Using the entries that follow, collect the lines where the word "align" appears.

========================================

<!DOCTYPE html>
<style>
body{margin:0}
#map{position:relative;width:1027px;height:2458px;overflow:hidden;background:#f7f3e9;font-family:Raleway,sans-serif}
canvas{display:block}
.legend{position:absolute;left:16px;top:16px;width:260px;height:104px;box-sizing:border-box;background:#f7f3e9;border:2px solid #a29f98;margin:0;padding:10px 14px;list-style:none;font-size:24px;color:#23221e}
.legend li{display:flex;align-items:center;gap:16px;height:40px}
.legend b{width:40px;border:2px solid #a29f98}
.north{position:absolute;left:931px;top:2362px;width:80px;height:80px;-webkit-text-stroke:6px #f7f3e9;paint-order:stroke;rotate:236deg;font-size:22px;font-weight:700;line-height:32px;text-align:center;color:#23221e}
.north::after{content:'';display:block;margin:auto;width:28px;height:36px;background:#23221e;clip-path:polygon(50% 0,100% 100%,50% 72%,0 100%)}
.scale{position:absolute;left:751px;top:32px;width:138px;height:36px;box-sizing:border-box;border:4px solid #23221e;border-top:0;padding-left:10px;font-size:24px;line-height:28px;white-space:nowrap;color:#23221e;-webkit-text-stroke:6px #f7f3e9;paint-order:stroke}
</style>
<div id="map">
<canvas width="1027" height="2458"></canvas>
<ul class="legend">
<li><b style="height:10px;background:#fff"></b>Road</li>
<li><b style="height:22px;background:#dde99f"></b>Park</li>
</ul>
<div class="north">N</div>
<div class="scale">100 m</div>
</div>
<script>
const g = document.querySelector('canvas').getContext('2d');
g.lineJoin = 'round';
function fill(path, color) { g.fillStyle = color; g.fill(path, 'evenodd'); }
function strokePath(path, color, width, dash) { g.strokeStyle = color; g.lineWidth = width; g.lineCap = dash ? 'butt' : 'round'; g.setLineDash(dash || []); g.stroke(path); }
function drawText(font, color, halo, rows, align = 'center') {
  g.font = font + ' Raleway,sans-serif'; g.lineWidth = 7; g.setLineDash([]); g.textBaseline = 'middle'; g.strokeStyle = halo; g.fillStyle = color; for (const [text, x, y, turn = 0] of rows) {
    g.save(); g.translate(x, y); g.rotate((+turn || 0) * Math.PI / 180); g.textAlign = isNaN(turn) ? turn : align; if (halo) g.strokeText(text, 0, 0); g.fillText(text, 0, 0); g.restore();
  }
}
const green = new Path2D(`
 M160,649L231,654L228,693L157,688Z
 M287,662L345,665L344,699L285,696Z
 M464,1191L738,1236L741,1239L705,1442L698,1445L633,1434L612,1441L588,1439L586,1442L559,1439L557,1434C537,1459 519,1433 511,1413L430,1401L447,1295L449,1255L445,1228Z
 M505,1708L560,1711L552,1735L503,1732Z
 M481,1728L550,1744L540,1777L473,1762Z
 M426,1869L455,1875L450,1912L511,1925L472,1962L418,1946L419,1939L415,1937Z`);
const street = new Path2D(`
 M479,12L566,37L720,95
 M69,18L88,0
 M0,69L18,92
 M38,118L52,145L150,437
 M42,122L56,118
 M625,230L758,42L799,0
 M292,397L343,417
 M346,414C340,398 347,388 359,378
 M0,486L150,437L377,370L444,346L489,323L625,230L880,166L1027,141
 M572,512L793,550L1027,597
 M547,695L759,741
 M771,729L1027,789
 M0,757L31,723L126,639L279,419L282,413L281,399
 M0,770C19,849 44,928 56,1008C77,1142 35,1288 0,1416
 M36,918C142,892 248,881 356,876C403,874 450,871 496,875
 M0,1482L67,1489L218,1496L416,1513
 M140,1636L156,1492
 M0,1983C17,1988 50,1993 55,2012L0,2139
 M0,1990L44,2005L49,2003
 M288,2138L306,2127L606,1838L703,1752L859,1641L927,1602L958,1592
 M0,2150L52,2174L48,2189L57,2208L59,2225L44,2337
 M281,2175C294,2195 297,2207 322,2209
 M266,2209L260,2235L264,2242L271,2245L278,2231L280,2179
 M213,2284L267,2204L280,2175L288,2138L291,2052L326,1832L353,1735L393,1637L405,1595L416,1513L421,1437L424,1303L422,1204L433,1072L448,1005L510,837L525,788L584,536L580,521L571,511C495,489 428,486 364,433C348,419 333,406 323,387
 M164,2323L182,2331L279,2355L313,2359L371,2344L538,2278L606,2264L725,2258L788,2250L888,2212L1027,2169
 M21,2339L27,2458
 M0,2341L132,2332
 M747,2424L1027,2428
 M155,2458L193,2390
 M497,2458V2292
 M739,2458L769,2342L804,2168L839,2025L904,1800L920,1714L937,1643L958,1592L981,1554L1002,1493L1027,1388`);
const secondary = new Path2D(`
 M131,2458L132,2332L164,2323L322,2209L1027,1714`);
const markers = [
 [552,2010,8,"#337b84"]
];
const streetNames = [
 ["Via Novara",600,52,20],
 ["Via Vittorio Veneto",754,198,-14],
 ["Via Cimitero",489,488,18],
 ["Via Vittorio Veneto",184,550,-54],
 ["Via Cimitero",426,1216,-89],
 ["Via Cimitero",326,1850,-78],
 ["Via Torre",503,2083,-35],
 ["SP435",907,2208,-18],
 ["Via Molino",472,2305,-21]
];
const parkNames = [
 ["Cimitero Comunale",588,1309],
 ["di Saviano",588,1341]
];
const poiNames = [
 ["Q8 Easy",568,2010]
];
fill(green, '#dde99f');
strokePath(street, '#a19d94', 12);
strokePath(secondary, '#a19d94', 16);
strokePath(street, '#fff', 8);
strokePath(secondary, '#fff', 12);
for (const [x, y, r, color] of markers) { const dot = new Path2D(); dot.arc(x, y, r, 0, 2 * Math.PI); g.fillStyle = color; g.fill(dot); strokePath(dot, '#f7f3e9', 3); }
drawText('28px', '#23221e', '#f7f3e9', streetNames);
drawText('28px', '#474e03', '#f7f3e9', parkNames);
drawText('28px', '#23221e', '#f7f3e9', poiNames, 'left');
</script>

========================================

**TASK SOLUTION:**
.legend li{display:flex;align-items:center;gap:16px;height:40px}
.north{position:absolute;left:931px;top:2362px;width:80px;height:80px;-webkit-text-stroke:6px #f7f3e9;paint-order:stroke;rotate:236deg;font-size:22px;font-weight:700;line-height:32px;text-align:center;color:#23221e}
function drawText(font, color, halo, rows, align = 'center') {
    g.save(); g.translate(x, y); g.rotate((+turn || 0) * Math.PI / 180); g.textAlign = isNaN(turn) ? turn : align; if (halo) g.strokeText(text, 0, 0); g.fillText(text, 0, 0); g.restore();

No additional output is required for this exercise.